- **Work order**: Figure out how many lines in the records below hold the string "view". That number alone is the answer.

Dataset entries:
-------
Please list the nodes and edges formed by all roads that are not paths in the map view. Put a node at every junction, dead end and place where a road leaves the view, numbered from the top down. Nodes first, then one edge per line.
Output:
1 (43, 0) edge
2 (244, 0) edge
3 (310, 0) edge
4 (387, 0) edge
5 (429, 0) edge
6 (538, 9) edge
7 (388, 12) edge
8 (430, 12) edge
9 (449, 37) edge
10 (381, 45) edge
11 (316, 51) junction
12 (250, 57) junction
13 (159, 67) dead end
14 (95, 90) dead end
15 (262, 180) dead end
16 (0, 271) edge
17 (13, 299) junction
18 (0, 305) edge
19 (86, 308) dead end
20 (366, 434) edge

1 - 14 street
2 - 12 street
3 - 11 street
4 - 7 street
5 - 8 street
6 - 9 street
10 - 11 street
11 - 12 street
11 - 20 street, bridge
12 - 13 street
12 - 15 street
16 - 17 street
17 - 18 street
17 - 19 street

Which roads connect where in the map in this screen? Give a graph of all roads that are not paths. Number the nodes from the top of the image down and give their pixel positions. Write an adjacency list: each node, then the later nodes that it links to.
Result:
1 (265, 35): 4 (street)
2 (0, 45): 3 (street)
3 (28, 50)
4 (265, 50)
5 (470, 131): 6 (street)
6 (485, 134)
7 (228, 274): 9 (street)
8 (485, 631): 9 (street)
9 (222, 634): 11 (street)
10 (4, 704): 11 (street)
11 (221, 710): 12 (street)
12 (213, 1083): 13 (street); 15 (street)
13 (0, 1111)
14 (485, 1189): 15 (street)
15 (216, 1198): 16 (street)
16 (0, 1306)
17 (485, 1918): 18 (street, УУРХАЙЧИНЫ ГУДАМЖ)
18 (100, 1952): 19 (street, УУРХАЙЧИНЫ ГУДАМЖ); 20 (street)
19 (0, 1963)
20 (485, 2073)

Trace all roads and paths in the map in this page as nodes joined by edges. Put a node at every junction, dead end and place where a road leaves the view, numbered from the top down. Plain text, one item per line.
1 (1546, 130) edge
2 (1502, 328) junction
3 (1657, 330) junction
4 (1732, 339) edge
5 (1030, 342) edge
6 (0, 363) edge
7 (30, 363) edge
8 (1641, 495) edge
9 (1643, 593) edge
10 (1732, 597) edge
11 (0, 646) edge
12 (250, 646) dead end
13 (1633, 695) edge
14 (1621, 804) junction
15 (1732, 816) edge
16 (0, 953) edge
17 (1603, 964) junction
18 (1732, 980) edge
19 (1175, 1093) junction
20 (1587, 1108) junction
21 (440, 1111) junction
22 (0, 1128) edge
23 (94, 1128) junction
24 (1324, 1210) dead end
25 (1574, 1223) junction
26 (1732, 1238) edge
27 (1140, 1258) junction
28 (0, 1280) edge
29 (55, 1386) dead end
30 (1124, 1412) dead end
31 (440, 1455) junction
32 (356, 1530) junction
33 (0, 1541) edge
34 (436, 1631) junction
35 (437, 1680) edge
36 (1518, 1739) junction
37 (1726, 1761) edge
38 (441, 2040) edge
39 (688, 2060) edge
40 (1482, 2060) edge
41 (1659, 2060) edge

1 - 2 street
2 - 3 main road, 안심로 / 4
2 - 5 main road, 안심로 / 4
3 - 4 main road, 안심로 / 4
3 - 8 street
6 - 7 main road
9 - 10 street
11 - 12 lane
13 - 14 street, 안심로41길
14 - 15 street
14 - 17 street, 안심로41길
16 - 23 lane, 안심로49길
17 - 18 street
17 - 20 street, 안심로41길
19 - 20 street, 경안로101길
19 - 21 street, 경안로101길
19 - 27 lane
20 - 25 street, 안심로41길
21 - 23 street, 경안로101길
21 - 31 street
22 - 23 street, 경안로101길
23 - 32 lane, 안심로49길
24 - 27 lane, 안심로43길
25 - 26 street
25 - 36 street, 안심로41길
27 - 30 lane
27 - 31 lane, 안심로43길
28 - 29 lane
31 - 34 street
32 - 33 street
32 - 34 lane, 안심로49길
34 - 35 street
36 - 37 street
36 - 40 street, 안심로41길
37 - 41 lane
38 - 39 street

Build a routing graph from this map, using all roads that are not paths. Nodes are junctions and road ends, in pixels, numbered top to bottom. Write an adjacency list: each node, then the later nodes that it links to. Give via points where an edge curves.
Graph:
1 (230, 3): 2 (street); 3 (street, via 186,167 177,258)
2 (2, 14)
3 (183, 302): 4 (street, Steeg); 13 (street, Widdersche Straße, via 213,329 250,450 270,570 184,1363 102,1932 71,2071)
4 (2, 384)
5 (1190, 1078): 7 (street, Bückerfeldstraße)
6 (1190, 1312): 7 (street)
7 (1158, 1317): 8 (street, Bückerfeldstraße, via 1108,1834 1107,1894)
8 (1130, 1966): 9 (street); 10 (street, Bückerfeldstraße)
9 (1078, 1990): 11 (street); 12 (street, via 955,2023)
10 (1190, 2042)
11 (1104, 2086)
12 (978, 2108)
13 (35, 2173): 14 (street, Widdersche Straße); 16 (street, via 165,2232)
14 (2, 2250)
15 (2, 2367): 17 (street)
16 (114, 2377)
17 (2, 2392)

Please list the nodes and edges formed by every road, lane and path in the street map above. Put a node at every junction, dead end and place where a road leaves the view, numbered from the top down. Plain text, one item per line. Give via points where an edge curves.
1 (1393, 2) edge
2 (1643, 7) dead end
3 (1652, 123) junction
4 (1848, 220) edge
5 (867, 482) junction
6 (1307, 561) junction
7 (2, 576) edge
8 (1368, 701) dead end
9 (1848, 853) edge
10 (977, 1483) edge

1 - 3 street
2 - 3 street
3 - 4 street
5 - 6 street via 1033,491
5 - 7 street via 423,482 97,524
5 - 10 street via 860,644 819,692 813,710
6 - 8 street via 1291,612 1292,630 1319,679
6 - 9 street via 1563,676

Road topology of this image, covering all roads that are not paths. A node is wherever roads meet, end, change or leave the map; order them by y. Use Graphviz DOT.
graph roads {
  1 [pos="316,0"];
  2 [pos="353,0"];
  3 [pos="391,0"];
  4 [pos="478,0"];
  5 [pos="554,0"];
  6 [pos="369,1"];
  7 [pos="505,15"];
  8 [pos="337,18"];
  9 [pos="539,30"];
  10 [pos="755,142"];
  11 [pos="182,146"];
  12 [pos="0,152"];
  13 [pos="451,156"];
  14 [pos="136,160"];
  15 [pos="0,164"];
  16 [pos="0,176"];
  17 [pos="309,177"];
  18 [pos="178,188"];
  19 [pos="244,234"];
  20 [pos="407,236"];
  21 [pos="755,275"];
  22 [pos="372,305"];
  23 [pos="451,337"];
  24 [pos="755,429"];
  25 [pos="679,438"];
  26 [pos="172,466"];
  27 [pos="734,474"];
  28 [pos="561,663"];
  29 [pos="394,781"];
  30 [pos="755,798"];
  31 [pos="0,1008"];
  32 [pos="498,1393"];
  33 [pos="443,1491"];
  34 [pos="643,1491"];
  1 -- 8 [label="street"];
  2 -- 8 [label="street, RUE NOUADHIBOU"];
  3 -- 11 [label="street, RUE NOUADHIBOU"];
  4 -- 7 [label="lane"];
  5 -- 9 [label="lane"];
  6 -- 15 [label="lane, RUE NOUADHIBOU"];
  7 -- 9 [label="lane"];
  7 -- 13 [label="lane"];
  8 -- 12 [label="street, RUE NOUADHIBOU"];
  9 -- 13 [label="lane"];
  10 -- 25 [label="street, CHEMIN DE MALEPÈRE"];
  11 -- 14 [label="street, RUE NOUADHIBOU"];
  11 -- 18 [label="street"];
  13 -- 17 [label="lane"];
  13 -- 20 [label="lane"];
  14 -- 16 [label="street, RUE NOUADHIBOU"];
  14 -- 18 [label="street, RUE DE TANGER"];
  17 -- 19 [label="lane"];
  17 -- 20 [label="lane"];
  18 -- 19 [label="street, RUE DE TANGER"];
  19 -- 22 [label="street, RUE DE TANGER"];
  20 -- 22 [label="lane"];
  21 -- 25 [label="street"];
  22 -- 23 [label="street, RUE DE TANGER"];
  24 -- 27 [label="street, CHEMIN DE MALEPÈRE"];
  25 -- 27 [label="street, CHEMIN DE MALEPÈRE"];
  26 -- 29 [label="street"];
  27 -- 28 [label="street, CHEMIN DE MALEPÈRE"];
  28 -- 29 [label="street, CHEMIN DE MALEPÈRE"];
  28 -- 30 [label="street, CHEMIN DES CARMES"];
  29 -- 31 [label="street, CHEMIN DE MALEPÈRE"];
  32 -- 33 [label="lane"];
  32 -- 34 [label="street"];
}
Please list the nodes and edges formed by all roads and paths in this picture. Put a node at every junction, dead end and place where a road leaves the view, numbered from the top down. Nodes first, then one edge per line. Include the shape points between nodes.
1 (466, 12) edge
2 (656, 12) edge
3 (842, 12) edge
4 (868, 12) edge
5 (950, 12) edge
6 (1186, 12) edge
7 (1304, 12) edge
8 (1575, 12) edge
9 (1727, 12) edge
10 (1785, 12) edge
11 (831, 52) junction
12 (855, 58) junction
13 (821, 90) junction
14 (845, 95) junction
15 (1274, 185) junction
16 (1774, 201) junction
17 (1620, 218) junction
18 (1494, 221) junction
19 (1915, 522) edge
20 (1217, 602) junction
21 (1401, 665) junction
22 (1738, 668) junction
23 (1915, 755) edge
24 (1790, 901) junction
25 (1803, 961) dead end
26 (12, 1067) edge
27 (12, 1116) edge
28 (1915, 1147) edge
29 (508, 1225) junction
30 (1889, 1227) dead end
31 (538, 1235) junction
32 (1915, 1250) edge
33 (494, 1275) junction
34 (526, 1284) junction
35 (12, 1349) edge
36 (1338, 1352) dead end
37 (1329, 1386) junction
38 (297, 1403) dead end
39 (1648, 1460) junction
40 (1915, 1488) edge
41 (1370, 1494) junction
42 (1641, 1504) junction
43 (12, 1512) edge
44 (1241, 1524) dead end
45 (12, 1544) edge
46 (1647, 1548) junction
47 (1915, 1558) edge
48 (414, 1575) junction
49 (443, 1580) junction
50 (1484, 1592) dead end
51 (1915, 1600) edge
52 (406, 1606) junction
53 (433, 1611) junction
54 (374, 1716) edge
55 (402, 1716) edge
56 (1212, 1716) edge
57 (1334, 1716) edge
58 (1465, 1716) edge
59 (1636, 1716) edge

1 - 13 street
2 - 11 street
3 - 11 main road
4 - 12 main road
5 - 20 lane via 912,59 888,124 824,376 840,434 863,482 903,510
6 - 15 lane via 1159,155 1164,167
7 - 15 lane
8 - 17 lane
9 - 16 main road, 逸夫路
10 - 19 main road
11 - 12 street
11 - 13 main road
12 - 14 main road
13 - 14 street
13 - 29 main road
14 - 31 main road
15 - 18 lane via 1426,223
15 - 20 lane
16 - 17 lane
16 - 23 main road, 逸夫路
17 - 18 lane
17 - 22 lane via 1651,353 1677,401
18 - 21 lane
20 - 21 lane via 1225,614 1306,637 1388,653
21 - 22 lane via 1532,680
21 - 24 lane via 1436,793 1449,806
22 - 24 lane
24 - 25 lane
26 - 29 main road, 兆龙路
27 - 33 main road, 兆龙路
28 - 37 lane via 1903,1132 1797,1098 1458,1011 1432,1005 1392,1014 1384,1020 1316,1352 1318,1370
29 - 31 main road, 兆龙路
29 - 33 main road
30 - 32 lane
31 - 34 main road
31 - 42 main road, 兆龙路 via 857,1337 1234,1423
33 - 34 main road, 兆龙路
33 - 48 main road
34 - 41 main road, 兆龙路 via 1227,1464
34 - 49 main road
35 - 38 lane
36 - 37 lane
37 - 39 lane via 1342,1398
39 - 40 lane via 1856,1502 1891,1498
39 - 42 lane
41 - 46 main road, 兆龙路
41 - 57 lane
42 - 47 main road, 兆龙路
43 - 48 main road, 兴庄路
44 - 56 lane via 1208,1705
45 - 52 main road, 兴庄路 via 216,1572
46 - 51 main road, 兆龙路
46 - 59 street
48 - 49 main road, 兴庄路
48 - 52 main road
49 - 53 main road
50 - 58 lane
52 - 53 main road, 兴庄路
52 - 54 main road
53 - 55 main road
-------
- **Task result**: 4